▶ [Task brief]: Gather each line of the records where "admin" appears.

___

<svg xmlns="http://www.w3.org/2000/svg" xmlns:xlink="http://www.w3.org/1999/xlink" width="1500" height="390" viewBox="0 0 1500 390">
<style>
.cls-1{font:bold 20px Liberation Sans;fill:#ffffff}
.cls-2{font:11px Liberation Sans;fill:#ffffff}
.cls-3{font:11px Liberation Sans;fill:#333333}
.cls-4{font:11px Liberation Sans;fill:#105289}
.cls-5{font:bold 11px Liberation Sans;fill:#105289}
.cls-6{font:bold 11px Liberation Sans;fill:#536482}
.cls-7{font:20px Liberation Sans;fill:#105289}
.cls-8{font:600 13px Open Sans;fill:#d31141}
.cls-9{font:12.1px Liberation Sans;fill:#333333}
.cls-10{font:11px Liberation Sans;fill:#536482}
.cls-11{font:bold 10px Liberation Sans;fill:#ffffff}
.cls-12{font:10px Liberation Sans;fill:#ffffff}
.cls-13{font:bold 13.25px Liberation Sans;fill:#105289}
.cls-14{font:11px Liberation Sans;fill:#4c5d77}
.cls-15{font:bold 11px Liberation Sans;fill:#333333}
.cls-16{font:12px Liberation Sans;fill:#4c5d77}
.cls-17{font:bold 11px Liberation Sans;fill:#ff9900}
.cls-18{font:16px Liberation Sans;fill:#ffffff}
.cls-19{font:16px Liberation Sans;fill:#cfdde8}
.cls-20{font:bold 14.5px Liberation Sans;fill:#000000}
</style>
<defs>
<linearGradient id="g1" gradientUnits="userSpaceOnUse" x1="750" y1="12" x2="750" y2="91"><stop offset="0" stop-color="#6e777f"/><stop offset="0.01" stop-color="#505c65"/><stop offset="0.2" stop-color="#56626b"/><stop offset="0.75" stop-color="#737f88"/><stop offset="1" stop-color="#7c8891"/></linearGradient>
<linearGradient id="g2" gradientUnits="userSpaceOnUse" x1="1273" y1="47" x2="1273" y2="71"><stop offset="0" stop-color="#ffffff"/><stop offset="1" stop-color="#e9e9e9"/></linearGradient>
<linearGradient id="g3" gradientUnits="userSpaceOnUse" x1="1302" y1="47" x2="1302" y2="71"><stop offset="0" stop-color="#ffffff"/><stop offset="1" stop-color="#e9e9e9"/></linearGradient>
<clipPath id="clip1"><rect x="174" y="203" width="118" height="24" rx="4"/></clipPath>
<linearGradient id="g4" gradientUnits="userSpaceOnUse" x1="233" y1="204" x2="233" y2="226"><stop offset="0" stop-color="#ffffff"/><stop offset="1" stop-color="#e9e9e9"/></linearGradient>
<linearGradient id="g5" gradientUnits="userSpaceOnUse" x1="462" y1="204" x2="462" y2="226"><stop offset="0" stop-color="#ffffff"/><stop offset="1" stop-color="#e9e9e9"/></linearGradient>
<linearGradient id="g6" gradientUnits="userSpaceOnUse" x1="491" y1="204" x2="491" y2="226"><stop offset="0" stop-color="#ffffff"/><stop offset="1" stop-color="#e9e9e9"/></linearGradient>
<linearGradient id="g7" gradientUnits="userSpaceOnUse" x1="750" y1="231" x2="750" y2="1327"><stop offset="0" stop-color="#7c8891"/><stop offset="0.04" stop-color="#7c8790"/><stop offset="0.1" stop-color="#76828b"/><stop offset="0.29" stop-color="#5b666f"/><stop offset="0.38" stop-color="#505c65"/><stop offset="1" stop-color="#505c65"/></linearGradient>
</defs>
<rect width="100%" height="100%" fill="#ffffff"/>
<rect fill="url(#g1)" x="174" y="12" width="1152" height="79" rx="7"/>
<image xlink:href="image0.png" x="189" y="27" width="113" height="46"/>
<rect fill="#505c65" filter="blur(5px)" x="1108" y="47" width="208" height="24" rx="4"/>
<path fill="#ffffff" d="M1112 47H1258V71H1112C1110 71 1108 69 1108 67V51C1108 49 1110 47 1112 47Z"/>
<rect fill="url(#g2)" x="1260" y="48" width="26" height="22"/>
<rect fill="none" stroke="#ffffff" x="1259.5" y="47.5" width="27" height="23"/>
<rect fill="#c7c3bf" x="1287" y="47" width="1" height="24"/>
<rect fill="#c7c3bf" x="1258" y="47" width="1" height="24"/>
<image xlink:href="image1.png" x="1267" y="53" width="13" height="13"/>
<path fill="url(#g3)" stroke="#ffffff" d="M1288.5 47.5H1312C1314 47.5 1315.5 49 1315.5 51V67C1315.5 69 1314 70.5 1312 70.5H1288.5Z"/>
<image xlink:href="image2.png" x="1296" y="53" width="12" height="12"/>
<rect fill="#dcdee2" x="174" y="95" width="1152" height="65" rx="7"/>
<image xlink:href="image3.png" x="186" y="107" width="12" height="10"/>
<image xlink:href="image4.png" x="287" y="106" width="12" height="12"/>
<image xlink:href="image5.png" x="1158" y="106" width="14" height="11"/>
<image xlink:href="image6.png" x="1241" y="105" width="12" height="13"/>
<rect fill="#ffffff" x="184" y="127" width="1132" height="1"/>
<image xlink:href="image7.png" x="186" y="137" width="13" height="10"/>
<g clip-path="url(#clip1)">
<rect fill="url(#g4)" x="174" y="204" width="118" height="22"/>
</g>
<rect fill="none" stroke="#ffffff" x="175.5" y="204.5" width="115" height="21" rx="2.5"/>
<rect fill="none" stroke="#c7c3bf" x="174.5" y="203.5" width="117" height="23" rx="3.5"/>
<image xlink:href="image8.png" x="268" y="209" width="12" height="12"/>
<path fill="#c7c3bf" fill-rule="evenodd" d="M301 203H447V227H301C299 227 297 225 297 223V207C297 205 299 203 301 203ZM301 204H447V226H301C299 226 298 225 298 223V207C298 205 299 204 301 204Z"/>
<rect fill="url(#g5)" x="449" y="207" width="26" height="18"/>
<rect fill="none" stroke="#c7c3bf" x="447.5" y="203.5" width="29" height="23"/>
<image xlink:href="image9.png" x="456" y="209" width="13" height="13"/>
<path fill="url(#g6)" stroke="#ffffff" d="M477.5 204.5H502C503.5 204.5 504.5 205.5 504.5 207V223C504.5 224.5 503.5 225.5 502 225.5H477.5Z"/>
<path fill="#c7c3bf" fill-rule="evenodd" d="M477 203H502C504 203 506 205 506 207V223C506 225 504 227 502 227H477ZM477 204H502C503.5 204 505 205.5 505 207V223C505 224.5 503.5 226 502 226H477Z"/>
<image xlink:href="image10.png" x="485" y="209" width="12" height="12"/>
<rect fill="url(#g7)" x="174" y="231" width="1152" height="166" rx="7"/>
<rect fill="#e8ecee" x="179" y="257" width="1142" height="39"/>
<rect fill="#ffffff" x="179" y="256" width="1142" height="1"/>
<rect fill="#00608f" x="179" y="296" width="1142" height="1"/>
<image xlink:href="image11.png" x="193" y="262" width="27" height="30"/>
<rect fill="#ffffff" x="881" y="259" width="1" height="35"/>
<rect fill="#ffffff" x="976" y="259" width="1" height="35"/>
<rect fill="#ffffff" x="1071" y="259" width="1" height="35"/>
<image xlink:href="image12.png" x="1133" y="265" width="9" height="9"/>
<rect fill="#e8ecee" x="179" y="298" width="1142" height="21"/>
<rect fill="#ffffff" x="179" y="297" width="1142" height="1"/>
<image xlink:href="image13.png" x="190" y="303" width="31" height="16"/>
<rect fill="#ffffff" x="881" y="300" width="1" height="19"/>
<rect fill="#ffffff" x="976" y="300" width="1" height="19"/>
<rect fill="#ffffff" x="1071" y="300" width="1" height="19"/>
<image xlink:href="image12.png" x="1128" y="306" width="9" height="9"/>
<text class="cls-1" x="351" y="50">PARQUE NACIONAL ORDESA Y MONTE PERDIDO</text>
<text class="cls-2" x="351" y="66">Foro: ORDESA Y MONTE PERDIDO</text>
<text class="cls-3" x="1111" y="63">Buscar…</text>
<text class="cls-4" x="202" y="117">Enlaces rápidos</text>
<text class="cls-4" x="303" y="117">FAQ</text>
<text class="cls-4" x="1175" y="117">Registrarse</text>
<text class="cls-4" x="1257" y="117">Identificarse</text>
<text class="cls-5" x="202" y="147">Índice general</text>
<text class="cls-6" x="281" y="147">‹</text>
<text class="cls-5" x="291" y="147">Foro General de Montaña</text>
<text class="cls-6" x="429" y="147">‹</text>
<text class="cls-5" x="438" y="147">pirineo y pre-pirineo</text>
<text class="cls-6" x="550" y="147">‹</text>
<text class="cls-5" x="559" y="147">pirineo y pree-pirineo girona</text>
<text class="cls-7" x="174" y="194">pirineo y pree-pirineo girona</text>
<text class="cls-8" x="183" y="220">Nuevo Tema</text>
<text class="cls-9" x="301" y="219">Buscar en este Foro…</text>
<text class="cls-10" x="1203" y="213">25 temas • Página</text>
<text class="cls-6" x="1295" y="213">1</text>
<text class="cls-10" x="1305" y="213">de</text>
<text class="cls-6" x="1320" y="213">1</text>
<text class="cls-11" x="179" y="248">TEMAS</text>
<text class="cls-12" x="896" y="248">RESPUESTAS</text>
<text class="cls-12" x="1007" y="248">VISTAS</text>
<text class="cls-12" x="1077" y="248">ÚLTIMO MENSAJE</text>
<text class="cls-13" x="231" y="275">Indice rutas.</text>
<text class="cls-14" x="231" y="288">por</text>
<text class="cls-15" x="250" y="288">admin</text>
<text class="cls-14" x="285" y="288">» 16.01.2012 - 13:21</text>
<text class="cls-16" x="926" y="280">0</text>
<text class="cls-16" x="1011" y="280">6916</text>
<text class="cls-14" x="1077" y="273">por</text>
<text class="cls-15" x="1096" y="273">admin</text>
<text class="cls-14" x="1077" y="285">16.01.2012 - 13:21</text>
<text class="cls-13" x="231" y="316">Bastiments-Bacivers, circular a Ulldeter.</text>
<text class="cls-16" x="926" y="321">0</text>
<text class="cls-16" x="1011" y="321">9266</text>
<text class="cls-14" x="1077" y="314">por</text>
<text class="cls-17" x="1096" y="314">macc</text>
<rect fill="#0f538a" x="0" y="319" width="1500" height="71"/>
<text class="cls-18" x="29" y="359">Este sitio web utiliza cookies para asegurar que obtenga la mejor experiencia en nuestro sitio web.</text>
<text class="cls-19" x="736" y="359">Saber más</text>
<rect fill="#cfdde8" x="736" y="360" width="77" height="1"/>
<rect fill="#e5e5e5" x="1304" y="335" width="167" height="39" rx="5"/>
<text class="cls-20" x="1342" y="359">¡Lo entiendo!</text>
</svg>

___

▶ [Exercise solution]:
<text class="cls-15" x="250" y="288">admin</text>
<text class="cls-15" x="1096" y="273">admin</text>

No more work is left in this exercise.